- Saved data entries
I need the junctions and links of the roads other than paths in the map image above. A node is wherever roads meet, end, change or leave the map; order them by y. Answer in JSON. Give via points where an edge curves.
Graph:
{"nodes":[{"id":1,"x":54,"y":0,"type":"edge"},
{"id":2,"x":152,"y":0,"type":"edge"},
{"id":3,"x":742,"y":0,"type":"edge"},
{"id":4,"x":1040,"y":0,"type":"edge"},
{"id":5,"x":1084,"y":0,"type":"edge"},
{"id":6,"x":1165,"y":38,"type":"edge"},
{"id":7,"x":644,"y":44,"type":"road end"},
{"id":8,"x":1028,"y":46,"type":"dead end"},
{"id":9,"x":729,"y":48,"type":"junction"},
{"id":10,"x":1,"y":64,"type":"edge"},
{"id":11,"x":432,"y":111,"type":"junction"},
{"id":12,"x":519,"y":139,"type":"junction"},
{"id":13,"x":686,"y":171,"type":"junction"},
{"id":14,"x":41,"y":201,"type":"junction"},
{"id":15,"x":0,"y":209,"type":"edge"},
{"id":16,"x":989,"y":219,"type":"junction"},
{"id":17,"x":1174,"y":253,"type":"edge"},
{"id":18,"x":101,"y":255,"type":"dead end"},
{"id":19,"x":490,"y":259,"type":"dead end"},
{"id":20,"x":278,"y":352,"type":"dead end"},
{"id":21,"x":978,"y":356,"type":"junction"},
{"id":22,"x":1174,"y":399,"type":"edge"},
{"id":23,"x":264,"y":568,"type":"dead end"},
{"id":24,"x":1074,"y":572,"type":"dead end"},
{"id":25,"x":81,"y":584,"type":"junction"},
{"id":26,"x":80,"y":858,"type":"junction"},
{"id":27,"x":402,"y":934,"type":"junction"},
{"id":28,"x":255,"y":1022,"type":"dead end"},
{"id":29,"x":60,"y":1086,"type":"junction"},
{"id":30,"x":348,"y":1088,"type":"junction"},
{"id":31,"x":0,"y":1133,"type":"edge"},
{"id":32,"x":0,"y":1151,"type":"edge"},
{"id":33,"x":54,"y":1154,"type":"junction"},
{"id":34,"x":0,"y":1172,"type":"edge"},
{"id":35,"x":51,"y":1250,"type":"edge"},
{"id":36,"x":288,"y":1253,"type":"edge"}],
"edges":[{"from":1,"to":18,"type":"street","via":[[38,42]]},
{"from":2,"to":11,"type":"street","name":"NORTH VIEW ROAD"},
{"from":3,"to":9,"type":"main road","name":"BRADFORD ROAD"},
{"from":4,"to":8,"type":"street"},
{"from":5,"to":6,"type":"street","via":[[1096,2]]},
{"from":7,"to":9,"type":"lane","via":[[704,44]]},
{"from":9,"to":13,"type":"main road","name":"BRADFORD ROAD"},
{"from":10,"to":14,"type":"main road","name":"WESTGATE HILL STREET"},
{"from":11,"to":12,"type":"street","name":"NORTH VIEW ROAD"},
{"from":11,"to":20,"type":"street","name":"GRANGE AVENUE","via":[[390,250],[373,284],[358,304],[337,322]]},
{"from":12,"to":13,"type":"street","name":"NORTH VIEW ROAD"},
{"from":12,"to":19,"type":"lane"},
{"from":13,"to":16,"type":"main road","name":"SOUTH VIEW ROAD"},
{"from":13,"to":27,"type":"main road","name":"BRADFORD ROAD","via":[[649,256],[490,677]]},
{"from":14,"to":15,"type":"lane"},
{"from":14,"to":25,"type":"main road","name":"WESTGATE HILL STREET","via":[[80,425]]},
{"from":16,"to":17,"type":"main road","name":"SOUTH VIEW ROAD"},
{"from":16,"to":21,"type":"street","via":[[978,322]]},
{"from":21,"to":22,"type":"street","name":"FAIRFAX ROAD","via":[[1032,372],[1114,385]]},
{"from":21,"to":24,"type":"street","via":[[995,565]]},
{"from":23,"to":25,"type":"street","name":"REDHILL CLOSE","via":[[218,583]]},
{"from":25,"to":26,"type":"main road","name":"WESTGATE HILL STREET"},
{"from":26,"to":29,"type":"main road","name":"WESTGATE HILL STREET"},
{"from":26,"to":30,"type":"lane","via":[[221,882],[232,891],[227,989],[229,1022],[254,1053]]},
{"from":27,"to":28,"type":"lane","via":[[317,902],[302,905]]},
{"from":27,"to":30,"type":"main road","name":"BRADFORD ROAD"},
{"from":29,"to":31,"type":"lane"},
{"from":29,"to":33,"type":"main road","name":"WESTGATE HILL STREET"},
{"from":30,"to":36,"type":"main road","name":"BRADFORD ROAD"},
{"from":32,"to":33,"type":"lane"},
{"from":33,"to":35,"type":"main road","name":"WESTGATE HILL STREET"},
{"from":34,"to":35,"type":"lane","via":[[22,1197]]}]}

--

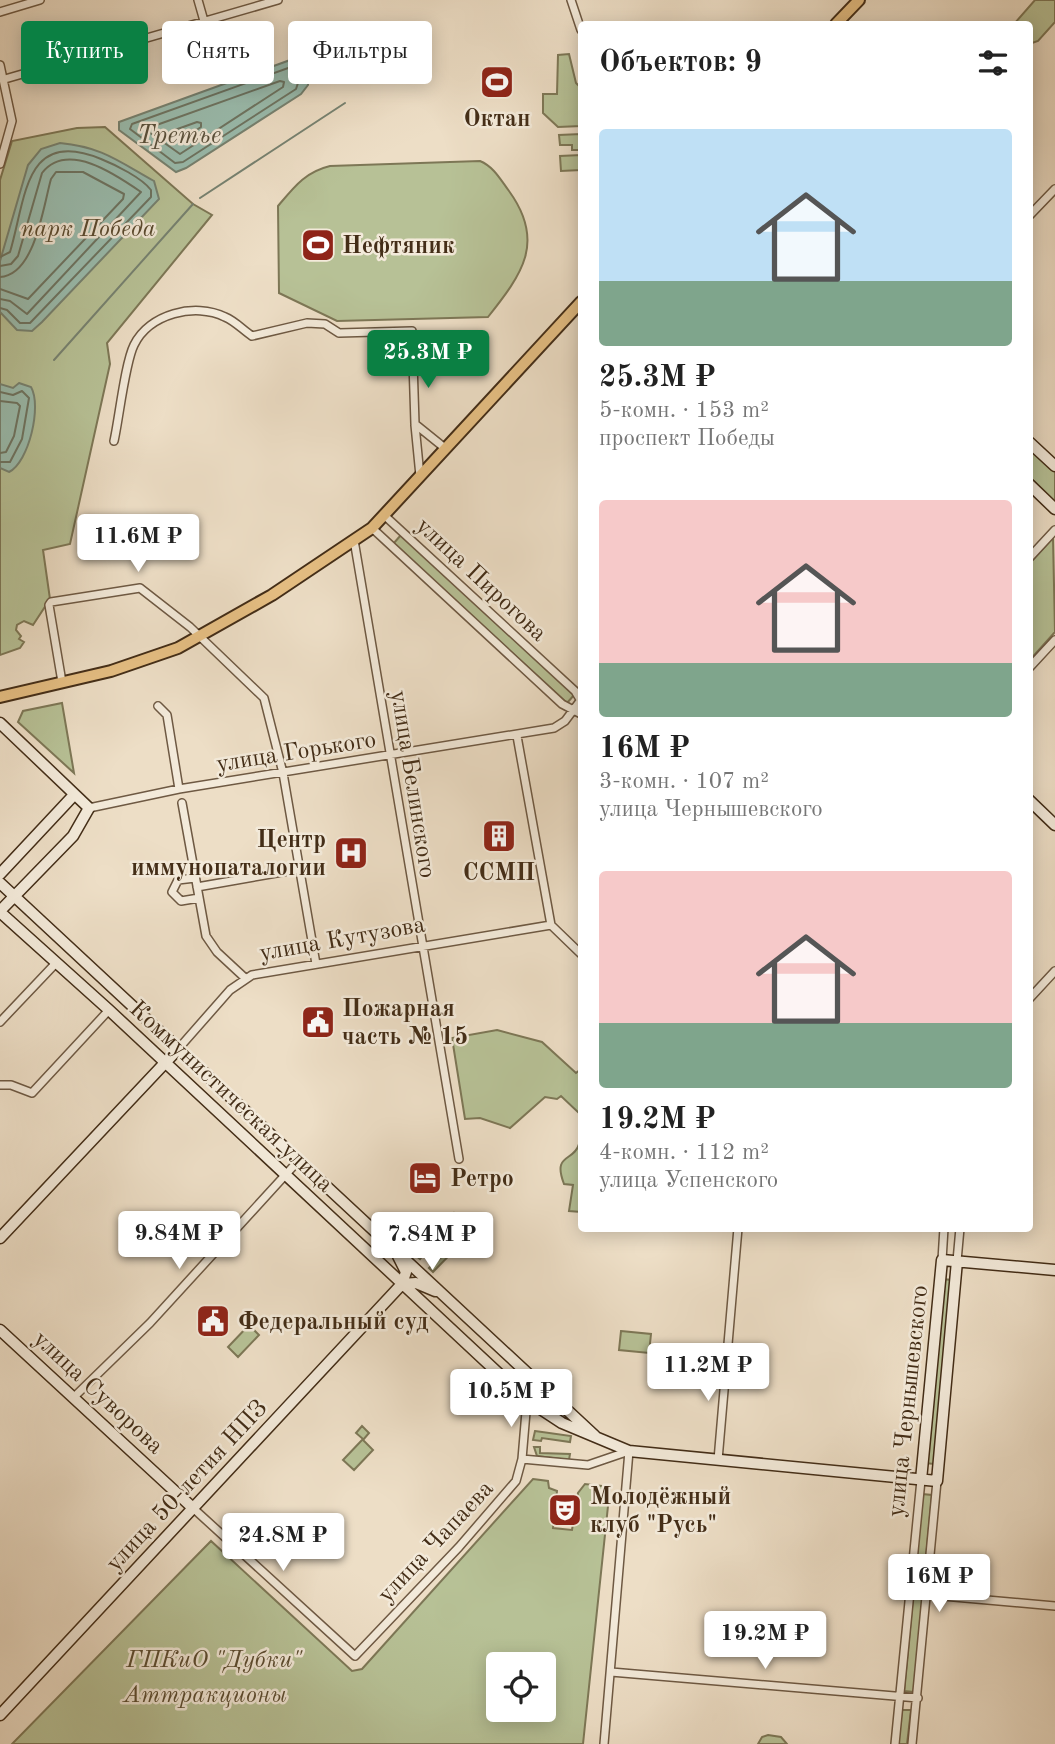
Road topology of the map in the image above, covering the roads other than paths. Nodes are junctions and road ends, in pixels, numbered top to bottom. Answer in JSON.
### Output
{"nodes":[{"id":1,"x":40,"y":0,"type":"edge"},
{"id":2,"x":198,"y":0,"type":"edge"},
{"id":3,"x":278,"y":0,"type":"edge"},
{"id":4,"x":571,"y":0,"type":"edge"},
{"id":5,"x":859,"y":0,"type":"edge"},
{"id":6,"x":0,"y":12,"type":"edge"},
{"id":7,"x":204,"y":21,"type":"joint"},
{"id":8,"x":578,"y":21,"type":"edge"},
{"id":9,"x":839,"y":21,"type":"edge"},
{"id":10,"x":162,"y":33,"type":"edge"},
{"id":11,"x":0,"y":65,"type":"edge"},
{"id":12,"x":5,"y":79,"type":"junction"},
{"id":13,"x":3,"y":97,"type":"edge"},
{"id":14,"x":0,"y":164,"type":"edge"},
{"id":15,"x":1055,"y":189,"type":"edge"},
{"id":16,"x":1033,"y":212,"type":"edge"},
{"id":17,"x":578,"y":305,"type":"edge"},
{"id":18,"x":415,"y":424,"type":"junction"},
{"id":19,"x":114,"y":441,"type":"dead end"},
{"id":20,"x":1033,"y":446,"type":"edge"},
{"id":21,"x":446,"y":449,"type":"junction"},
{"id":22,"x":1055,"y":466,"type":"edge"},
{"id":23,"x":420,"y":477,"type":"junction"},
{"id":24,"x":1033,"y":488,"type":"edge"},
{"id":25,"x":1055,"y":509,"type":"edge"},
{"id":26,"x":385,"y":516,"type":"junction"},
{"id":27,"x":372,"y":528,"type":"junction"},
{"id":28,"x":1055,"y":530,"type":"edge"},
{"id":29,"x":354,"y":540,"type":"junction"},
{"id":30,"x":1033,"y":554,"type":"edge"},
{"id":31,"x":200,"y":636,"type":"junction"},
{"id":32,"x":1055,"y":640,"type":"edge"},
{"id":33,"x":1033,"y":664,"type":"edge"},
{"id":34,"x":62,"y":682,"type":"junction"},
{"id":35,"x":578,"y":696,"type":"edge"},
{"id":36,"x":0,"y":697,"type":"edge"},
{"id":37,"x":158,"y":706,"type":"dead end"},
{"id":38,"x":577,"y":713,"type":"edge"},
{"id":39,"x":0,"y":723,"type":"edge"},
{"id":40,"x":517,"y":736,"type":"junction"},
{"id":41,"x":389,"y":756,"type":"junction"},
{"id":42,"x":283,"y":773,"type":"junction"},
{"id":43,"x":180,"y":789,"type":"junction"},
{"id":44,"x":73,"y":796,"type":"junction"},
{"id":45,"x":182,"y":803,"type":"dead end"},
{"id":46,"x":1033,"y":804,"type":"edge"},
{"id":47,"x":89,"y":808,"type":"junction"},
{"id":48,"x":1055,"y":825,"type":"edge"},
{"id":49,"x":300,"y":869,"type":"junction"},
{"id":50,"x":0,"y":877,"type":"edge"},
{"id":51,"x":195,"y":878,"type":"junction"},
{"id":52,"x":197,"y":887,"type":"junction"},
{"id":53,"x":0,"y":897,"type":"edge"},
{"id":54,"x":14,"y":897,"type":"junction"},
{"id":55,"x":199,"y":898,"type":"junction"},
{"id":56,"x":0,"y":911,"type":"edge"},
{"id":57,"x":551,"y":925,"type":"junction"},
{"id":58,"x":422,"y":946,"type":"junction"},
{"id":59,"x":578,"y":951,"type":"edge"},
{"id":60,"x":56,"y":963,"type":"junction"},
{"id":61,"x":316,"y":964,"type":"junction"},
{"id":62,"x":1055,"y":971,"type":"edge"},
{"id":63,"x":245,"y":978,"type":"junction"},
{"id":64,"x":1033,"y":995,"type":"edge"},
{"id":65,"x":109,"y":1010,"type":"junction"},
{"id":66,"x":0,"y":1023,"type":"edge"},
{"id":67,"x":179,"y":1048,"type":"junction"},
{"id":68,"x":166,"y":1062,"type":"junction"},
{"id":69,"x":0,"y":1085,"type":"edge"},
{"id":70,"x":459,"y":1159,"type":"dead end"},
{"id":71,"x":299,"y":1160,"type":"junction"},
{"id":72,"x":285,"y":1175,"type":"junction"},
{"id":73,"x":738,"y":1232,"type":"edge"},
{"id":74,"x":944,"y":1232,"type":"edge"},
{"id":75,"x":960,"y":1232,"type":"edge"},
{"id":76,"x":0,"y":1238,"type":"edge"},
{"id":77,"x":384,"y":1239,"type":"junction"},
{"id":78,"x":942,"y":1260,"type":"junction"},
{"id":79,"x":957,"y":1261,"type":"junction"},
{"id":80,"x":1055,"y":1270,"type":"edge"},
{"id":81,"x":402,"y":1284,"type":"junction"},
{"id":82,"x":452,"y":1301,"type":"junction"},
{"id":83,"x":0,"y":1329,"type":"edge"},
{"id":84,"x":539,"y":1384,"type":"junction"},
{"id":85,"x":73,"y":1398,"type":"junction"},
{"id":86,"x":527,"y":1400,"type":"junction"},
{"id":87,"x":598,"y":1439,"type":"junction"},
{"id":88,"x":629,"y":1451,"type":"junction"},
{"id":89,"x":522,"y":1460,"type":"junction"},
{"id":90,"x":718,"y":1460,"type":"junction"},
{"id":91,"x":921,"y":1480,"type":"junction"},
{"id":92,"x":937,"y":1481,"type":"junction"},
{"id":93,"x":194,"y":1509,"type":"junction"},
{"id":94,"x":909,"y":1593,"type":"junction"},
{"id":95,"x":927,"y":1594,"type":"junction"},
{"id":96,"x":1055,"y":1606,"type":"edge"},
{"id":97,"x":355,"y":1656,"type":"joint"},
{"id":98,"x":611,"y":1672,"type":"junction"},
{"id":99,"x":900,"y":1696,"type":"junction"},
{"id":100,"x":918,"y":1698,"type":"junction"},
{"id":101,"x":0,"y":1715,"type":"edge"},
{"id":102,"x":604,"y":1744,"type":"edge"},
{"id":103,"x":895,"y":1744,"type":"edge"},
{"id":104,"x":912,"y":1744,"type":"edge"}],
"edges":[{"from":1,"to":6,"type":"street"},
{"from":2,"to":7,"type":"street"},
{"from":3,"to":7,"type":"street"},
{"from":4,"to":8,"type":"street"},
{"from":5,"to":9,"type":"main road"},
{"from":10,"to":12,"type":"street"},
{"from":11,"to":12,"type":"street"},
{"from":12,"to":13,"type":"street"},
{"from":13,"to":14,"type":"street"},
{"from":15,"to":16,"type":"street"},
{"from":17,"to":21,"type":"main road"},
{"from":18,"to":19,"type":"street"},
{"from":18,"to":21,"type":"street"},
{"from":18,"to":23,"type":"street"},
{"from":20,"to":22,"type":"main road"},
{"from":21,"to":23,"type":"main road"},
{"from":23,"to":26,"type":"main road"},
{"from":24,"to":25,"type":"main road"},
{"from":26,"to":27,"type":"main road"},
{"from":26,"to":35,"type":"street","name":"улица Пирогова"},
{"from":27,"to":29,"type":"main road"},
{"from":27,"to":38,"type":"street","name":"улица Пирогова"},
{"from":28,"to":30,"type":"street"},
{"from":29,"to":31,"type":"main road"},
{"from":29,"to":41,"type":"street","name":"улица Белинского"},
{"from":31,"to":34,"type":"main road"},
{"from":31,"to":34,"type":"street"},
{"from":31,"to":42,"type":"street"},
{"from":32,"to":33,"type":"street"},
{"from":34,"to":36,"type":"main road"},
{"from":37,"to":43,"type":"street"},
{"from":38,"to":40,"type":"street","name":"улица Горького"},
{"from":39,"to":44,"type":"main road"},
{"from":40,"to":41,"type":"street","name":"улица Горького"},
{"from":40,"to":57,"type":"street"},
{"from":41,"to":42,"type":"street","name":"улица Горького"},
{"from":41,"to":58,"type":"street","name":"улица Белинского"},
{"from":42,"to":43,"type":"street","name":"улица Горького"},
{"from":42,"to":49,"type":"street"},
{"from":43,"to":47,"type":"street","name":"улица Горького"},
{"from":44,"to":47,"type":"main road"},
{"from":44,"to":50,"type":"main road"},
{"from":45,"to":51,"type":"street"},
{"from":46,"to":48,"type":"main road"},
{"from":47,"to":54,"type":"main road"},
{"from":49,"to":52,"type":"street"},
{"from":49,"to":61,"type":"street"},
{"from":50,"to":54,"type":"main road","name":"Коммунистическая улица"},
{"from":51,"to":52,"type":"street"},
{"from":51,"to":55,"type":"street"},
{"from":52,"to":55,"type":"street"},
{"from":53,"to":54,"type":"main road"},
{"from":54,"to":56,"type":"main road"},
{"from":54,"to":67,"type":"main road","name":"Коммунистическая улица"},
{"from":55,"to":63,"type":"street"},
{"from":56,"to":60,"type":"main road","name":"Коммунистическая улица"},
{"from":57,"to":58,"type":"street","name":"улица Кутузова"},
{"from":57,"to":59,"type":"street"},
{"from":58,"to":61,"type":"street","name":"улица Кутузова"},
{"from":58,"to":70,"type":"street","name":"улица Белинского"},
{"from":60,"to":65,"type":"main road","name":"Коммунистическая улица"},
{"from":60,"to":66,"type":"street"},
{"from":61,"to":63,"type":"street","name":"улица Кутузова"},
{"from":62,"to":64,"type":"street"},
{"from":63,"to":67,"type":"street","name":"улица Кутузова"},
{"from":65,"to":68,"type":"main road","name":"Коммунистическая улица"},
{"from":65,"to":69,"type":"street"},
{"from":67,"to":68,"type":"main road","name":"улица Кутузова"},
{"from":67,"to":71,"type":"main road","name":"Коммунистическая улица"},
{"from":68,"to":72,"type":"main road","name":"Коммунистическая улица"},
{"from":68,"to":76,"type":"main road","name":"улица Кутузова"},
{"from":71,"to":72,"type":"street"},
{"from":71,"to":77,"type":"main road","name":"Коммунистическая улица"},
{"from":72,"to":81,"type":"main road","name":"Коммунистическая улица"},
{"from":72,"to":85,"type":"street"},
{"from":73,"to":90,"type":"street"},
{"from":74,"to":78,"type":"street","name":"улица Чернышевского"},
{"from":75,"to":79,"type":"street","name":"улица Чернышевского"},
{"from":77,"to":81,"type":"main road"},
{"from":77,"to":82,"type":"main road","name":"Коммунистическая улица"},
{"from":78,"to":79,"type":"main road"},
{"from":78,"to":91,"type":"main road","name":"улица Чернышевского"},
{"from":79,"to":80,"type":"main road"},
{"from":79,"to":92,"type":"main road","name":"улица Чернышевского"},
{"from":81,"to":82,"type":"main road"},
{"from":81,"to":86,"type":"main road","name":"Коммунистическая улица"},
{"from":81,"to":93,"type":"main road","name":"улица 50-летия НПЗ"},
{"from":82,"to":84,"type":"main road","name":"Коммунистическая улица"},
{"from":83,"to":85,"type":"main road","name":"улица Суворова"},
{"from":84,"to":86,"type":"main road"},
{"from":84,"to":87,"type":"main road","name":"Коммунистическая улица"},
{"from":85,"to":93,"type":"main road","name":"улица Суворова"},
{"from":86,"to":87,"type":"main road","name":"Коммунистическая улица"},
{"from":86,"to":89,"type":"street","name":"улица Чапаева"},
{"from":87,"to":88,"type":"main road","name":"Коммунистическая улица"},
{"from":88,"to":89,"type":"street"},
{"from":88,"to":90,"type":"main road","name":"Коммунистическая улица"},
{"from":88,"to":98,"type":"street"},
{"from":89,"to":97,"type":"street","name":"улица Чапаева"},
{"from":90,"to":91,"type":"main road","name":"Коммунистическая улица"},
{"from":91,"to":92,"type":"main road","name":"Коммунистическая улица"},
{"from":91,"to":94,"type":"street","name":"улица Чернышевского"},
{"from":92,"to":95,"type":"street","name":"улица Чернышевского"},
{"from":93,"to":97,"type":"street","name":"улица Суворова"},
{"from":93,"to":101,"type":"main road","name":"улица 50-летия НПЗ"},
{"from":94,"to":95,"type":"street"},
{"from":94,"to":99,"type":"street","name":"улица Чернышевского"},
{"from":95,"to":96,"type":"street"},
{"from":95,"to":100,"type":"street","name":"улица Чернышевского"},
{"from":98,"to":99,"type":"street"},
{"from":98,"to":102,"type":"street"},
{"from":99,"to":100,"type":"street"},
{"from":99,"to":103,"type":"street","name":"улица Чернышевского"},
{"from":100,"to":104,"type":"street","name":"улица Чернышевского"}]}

- BRIEF
Report how many lines in the records above contain the word "joint", giving only the number.

- WRITTEN RESPONSE
2